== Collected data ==

========================================================================

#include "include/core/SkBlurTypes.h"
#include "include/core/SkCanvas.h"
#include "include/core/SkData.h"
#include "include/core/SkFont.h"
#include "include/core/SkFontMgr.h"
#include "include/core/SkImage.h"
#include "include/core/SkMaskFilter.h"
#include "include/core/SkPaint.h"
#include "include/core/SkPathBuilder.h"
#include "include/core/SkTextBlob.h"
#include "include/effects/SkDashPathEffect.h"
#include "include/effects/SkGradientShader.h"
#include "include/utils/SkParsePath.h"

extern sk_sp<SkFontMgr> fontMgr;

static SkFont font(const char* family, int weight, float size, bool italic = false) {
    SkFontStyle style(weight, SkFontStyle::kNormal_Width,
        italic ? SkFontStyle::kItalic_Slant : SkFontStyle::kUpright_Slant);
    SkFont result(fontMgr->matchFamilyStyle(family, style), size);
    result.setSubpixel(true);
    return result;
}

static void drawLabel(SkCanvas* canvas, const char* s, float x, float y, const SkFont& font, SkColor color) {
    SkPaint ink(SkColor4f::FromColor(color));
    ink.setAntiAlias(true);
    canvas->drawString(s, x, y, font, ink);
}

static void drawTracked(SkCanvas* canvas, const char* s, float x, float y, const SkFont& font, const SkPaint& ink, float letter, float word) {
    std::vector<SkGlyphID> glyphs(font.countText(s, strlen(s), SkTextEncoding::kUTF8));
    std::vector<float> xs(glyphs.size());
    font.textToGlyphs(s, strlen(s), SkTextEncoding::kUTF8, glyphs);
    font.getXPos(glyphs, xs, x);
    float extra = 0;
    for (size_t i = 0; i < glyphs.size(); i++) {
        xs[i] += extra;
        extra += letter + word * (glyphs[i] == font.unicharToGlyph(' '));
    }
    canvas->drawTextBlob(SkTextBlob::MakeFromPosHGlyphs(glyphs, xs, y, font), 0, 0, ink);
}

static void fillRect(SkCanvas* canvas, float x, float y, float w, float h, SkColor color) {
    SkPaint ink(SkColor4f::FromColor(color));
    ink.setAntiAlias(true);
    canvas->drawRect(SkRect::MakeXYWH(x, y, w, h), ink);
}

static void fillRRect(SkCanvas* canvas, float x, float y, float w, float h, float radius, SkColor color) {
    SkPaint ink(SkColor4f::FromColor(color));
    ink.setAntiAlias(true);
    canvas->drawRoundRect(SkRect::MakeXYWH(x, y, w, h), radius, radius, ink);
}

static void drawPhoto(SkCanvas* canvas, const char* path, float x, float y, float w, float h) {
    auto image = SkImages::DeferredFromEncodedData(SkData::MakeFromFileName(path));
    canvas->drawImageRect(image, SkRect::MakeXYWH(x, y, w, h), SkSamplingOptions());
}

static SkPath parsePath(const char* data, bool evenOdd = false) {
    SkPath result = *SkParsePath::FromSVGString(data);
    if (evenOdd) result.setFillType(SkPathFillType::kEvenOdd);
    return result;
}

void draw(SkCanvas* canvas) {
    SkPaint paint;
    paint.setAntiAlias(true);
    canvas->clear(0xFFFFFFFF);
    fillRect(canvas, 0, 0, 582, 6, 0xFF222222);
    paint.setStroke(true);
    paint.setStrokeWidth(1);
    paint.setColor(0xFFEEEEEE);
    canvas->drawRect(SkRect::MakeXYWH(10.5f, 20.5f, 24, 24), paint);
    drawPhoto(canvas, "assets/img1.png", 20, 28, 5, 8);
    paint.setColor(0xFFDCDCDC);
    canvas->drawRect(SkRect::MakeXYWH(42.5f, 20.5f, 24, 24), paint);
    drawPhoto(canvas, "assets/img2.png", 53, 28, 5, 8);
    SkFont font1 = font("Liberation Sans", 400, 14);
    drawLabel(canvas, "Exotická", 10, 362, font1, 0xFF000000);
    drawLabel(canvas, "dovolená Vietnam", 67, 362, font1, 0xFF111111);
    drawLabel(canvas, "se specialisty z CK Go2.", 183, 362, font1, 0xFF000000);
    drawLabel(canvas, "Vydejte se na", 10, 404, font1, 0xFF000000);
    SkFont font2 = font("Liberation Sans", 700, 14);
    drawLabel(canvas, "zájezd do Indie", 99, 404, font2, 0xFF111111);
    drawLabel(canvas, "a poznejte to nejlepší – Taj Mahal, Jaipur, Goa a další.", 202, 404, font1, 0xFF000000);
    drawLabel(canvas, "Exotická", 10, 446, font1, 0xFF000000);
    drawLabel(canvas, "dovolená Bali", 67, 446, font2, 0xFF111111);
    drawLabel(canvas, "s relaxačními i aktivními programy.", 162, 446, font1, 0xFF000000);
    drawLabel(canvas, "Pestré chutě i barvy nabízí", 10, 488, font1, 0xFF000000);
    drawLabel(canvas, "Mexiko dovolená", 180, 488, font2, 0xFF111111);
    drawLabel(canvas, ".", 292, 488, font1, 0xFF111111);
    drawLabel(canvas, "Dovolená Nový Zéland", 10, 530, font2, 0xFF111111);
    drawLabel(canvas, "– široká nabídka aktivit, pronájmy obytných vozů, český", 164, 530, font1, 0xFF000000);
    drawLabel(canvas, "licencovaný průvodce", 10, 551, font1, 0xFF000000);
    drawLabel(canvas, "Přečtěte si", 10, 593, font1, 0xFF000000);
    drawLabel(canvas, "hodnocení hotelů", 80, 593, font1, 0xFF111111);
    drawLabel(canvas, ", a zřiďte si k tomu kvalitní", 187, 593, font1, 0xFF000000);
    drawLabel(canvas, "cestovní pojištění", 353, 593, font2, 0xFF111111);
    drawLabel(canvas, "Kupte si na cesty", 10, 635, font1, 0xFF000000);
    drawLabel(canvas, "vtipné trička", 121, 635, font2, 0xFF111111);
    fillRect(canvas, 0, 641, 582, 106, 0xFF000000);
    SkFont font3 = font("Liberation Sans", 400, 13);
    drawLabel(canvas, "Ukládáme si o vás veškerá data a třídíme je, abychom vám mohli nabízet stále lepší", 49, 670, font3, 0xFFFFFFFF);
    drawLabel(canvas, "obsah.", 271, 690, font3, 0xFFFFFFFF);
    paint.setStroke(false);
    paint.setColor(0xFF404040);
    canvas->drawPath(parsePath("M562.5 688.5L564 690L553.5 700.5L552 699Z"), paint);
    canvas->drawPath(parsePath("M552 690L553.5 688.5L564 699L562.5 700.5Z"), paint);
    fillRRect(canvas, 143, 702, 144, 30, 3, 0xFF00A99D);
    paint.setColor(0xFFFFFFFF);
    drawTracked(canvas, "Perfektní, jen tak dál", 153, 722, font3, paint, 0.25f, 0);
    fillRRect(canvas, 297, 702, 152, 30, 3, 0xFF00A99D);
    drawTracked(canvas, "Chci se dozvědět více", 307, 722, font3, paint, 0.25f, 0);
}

========================================================================

== ASSIGNED TASK ==
From the records, copy every line that has the string "italic" in it.

== RESPONSE TO THE TASK ==
static SkFont font(const char* family, int weight, float size, bool italic = false) {
        italic ? SkFontStyle::kItalic_Slant : SkFontStyle::kUpright_Slant);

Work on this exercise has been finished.